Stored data
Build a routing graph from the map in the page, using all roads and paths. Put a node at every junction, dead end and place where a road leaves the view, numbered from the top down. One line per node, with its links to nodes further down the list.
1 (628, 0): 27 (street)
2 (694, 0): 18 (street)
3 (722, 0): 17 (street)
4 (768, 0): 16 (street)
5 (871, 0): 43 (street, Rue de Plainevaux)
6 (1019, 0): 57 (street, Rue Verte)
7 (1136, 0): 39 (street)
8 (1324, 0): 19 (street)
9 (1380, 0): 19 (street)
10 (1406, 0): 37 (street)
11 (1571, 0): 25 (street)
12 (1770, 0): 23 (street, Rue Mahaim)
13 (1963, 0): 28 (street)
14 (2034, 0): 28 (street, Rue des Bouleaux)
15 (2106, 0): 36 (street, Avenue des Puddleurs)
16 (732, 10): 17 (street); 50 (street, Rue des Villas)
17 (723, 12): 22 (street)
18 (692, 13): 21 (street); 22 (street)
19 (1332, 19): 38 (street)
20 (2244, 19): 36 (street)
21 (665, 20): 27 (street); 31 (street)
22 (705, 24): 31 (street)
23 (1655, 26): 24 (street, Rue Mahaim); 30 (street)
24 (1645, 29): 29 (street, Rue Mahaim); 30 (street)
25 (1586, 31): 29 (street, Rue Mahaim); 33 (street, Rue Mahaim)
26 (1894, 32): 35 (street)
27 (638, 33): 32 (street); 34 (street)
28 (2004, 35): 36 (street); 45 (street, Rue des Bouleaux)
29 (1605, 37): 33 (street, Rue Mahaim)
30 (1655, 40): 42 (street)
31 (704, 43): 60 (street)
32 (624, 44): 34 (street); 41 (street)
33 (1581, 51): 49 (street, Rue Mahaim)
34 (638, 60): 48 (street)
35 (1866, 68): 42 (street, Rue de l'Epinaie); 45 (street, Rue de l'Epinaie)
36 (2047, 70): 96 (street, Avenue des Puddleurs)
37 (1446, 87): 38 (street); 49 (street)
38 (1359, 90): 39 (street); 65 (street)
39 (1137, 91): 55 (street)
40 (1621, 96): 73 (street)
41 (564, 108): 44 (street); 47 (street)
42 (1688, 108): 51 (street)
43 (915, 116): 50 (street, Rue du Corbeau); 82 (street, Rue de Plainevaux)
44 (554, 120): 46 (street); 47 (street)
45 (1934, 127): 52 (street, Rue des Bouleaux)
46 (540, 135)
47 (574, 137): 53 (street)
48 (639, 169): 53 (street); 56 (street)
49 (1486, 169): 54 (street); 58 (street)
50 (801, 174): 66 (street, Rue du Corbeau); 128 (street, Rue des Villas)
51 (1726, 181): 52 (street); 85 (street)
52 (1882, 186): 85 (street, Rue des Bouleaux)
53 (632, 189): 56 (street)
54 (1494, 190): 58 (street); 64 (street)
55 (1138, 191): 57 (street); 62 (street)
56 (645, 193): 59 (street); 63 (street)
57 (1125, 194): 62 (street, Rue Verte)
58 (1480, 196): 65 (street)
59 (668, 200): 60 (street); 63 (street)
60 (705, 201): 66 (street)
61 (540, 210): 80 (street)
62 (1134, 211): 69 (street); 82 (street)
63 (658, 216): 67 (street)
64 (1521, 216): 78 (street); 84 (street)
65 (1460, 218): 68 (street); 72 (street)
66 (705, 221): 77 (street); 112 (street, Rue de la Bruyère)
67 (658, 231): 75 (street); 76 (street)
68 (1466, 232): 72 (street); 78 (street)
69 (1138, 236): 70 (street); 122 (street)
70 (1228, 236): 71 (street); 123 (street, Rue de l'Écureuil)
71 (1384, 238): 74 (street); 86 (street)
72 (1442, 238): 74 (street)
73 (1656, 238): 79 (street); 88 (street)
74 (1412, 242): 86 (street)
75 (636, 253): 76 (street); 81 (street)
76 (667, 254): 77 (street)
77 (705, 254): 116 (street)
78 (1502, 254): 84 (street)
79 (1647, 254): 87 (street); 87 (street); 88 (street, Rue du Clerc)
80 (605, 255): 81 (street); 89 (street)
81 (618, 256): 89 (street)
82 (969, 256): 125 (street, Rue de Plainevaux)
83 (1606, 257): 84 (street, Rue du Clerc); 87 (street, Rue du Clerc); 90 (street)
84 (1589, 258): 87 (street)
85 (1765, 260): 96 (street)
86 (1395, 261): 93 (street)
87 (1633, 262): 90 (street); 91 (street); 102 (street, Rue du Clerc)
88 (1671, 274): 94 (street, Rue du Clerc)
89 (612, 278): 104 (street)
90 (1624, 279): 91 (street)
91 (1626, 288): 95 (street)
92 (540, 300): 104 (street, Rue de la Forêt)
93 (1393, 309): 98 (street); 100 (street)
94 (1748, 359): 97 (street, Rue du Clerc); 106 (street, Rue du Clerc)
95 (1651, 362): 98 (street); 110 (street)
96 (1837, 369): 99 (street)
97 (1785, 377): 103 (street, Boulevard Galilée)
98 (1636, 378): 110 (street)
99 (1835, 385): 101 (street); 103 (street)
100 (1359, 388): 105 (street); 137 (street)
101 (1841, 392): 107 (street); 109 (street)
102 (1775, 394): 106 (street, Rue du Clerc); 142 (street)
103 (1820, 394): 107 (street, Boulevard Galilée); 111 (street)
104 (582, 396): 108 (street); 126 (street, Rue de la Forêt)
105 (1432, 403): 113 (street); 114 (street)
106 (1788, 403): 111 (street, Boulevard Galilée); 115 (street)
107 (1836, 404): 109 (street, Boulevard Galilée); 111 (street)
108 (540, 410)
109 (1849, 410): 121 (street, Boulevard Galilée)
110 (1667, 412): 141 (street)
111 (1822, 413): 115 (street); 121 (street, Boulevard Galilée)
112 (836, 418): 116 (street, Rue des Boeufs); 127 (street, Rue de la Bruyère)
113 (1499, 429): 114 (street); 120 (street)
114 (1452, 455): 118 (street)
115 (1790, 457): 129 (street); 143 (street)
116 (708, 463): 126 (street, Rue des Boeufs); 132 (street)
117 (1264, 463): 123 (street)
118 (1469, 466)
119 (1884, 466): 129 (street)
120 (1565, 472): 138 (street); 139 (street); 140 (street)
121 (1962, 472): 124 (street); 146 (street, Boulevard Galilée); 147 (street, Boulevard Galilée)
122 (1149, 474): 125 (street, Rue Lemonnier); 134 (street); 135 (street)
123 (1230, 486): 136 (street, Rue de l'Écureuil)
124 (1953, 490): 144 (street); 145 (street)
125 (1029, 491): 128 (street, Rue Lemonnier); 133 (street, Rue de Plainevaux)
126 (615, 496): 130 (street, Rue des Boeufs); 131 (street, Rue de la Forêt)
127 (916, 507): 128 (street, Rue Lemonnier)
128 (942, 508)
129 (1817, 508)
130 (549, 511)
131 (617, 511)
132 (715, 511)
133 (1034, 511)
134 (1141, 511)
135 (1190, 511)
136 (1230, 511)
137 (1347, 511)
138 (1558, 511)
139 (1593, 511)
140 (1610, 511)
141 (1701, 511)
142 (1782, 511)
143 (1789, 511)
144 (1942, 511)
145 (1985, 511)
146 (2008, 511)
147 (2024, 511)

EXERCISE GOAL
In the records above, how many lines contain the string "Verte"? State that number only.

OUTPUT
2